Festival Internazionale del Giornalismo. Da Sergio Romano a Paolo Liguori: cronaca di una giornata

par Francesco Piccinini
giovedì 2 aprile 2009

Il secondo giorno dell’International Press Festival ha visto come protagonista Sergio Romano. Nella sua lectio magistralis parla di potere e stampa. Parte citando l’ex primo ministro inglese Tony Blair che, in suo celebre articolo, rimproverava i media di essere troppo frettolosi nel dare e verificare le notizie pur di stare dietro al flusso di informazione proveniente dal web.

L’editorialista del Corriere sferza, con la diplomazia che gli è propria, la stampa italiana: “i giornali non sono organi di informazione ma strumenti di una battaglia. Possono essere ottimi, buoni o pessimi a seconda degli uomini che i fanno ma l’unico ruolo è quello di “confortare” i lettori”. Nonostante questa presa di posizione è scettico anche nei confronti dei blog che vede, spesso, come un chiacchiericcio: “I blog non sono necessariamente la manna del giornalismo contemporaneo.

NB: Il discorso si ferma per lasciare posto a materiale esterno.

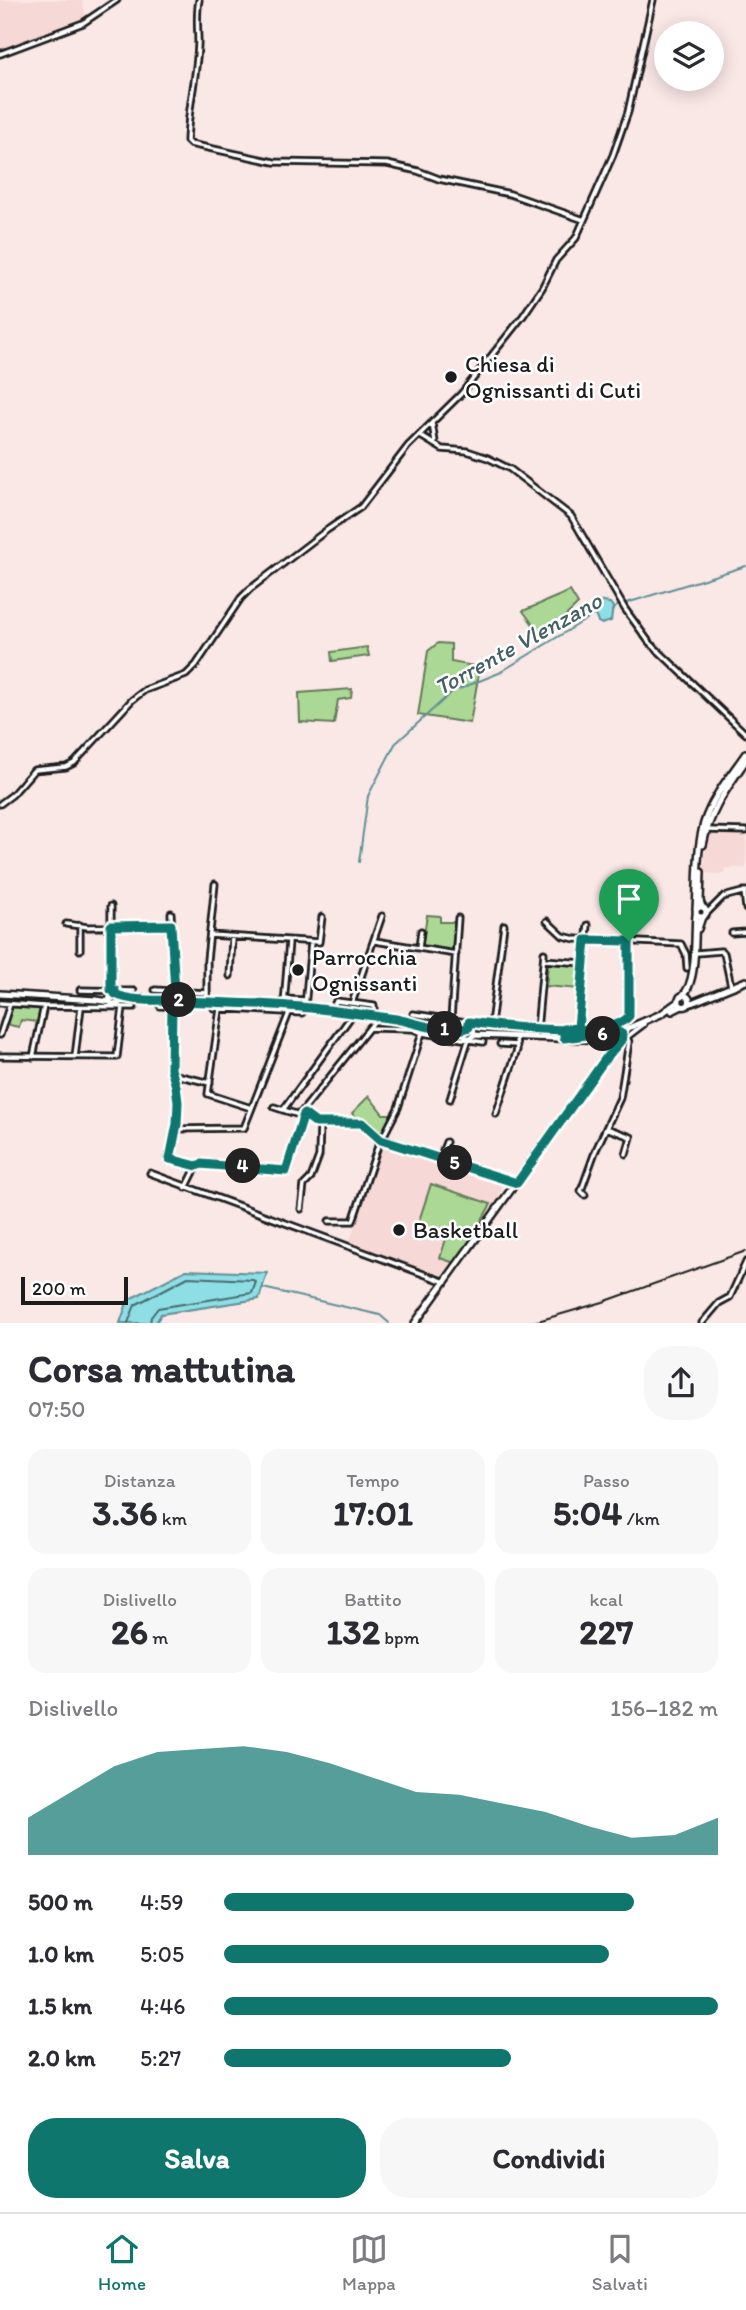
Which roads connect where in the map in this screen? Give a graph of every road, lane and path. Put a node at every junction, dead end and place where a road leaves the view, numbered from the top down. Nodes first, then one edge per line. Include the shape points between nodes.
1 (117, 0) edge
2 (199, 0) edge
3 (653, 0) edge
4 (0, 54) edge
5 (584, 220) junction
6 (432, 421) junction
7 (419, 435) junction
8 (436, 444) junction
9 (746, 734) edge
10 (746, 753) edge
11 (746, 760) edge
12 (0, 804) edge
13 (706, 830) junction
14 (746, 831) edge
15 (215, 884) dead end
16 (745, 891) edge
17 (111, 906) dead end
18 (746, 908) edge
19 (701, 912) junction
20 (171, 913) dead end
21 (383, 916) dead end
22 (322, 917) dead end
23 (458, 919) dead end
24 (547, 921) dead end
25 (66, 924) dead end
26 (79, 925) junction
27 (171, 925) junction
28 (504, 925) dead end
29 (587, 925) dead end
30 (111, 926) junction
31 (421, 931) dead end
32 (746, 932) edge
33 (732, 933) dead end
34 (210, 935) junction
35 (232, 937) junction
36 (586, 940) junction
37 (289, 941) junction
38 (374, 941) junction
39 (629, 941) junction
40 (311, 942) junction
41 (419, 948) junction
42 (80, 950) dead end
43 (544, 953) dead end
44 (695, 953) junction
45 (456, 954) junction
46 (686, 954) junction
47 (544, 960) junction
48 (584, 963) junction
49 (687, 968) dead end
50 (230, 976) dead end
51 (746, 981) edge
52 (732, 988) junction
53 (80, 990) dead end
54 (134, 990) dead end
55 (155, 990) dead end
56 (173, 991) junction
57 (187, 992) junction
58 (207, 993) junction
59 (0, 995) edge
60 (22, 996) junction
61 (116, 999) junction
62 (188, 1001) junction
63 (685, 1001) junction
64 (210, 1002) junction
65 (284, 1002) junction
66 (0, 1003) edge
67 (172, 1003) junction
68 (352, 1003) junction
69 (10, 1004) junction
70 (21, 1004) junction
71 (305, 1004) junction
72 (44, 1006) junction
73 (81, 1007) junction
74 (134, 1007) dead end
75 (220, 1009) junction
76 (332, 1011) junction
77 (340, 1012) junction
78 (289, 1013) junction
79 (353, 1014) junction
80 (413, 1014) dead end
81 (376, 1016) junction
82 (451, 1019) junction
83 (346, 1022) junction
84 (491, 1025) junction
85 (369, 1028) junction
86 (578, 1028) junction
87 (564, 1029) junction
88 (537, 1030) junction
89 (558, 1030) junction
90 (469, 1032) junction
91 (422, 1033) junction
92 (0, 1035) edge
93 (516, 1037) junction
94 (618, 1037) junction
95 (561, 1038) junction
96 (483, 1042) dead end
97 (500, 1044) dead end
98 (517, 1045) junction
99 (0, 1056) edge
100 (33, 1057) junction
101 (75, 1057) junction
102 (172, 1074) junction
103 (210, 1083) junction
104 (450, 1100) dead end
105 (274, 1107) dead end
106 (251, 1108) junction
107 (284, 1110) junction
108 (302, 1114) junction
109 (496, 1114) dead end
110 (320, 1123) junction
111 (606, 1128) junction
112 (176, 1129) junction
113 (381, 1138) junction
114 (446, 1142) dead end
115 (626, 1154) dead end
116 (440, 1158) junction
117 (197, 1166) junction
118 (150, 1173) dead end
119 (515, 1186) junction
120 (186, 1188) junction
121 (585, 1195) dead end
122 (300, 1209) dead end
123 (329, 1221) dead end
124 (746, 1262) edge
125 (445, 1282) junction
126 (415, 1323) edge
127 (702, 1323) edge

1 - 4 street via 83,23
2 - 5 street via 187,122 190,144 274,162 387,164 510,194
3 - 5 street via 628,112
5 - 6 street via 523,316 461,394
6 - 7 street
6 - 8 street
7 - 8 street
7 - 12 street via 361,507 241,597 186,675 145,690 74,763 34,770
8 - 9 street via 510,469 571,516 649,642
10 - 19 main road via 704,823 698,866
11 - 13 main road via 719,799
13 - 14 street
13 - 19 main road
15 - 34 street
16 - 18 street
16 - 19 street via 723,897
17 - 30 street
19 - 44 main road
20 - 27 street
21 - 38 street
22 - 40 street via 320,941
23 - 45 street
24 - 36 street via 564,937
25 - 26 street
26 - 30 street
26 - 42 street
27 - 30 street
27 - 56 street
28 - 84 street
29 - 36 street
30 - 61 street
31 - 41 street
32 - 33 street
34 - 35 street
34 - 58 street
35 - 37 street
35 - 50 street
36 - 39 street
36 - 48 street
37 - 40 street
37 - 65 street
38 - 41 street
38 - 68 street
39 - 46 street via 681,944
39 - 86 street via 627,1019
40 - 71 street
41 - 45 street
43 - 47 street
44 - 46 street
44 - 52 street via 724,953
44 - 63 main road
45 - 82 street
46 - 49 street
47 - 48 street
47 - 88 street
48 - 86 street
51 - 52 main road
52 - 63 main road via 701,1001
53 - 61 street
54 - 61 street
55 - 56 street
56 - 57 street
56 - 67 street
57 - 58 street
57 - 62 street
58 - 64 street
59 - 60 main road
60 - 61 main road
60 - 70 street
61 - 67 main road
61 - 73 street
61 - 74 street
61 - 101 street via 117,1058
62 - 64 main road
62 - 67 main road
63 - 94 main road
63 - 94 main road
64 - 65 main road
64 - 75 street
65 - 71 main road
66 - 69 street
67 - 102 street
68 - 76 street via 334,1002
68 - 81 street via 375,1006
69 - 70 street
69 - 92 street
70 - 72 street
71 - 76 main road
71 - 78 street via 302,1013
72 - 73 street
72 - 100 street
73 - 101 street
75 - 78 street
75 - 103 street
76 - 77 main road
77 - 79 main road
77 - 83 street
78 - 106 street
79 - 81 main road
79 - 83 street
80 - 82 street
81 - 85 street
81 - 90 main road
82 - 90 street
83 - 107 street
84 - 88 street
84 - 90 street
85 - 91 street
85 - 108 street
86 - 87 street
87 - 89 street
87 - 95 street
88 - 89 street
89 - 95 street
90 - 91 street
90 - 93 main road
90 - 96 street
90 - 104 street
91 - 113 street via 398,1108
93 - 95 main road
93 - 98 street
94 - 95 main road
94 - 111 street via 629,1042 623,1091
94 - 119 main road
97 - 98 street
98 - 109 street
99 - 100 street
100 - 101 street
102 - 103 street
102 - 112 street via 178,1098
103 - 106 street via 208,1094
105 - 107 street
106 - 112 street via 244,1128
107 - 108 street
108 - 110 street
108 - 117 street via 286,1171
110 - 113 street via 362,1123
110 - 122 street via 319,1156 304,1185
111 - 115 street via 631,1137
111 - 121 street via 581,1191
112 - 117 street via 170,1158
113 - 116 street
113 - 123 street via 353,1221
114 - 116 street
116 - 119 street
117 - 120 street
118 - 120 street
119 - 125 main road
120 - 125 street
124 - 127 street via 730,1297
125 - 126 main road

Non sono la risposta di un giornalismo migliore, sono il buco della serratura attraverso cui il cittadino arrabbiato contempla il mondo della politica e degli affari”.

Un momento interessante, una vera lezione di giornalismo che, di contro, è oscillata tra aperture, come quella sull’ordine dei giornalisti: “se davvero si ritiene utile l’esistenza dell’ordine, questi dovrebbe garantire la serietà dei suoi membri” a tutela degli “old medias”. La sua veste di editorialista di punta del primo giornale italiano non gli consente “slanci” eccessivi, ma ha saputo districarsi egregiamente anche alle domande al vetriolo della platea.

Ha ammesso che: “se i giornali italiani – come quelli americani - pubblicassero la lista degli errori non basterebbe una colonna”. Ha riconosciuto la crisi della stampa in senso di azienda ma non di necessità dell’uomo di informarsi: “il mestiere non è in crisi. In crisi è l’azienda giornalistica. Prima era un’impresa familiare o individuale, che spesso era anche direttore. Nel corso dei decenni l’azienda è cambiata. […] Assistiamo ad una crisi del giornalismo che coinvolge i mostri sacri come il NYT, Le Monde, i locali inglesi o altri quotidiani americani”.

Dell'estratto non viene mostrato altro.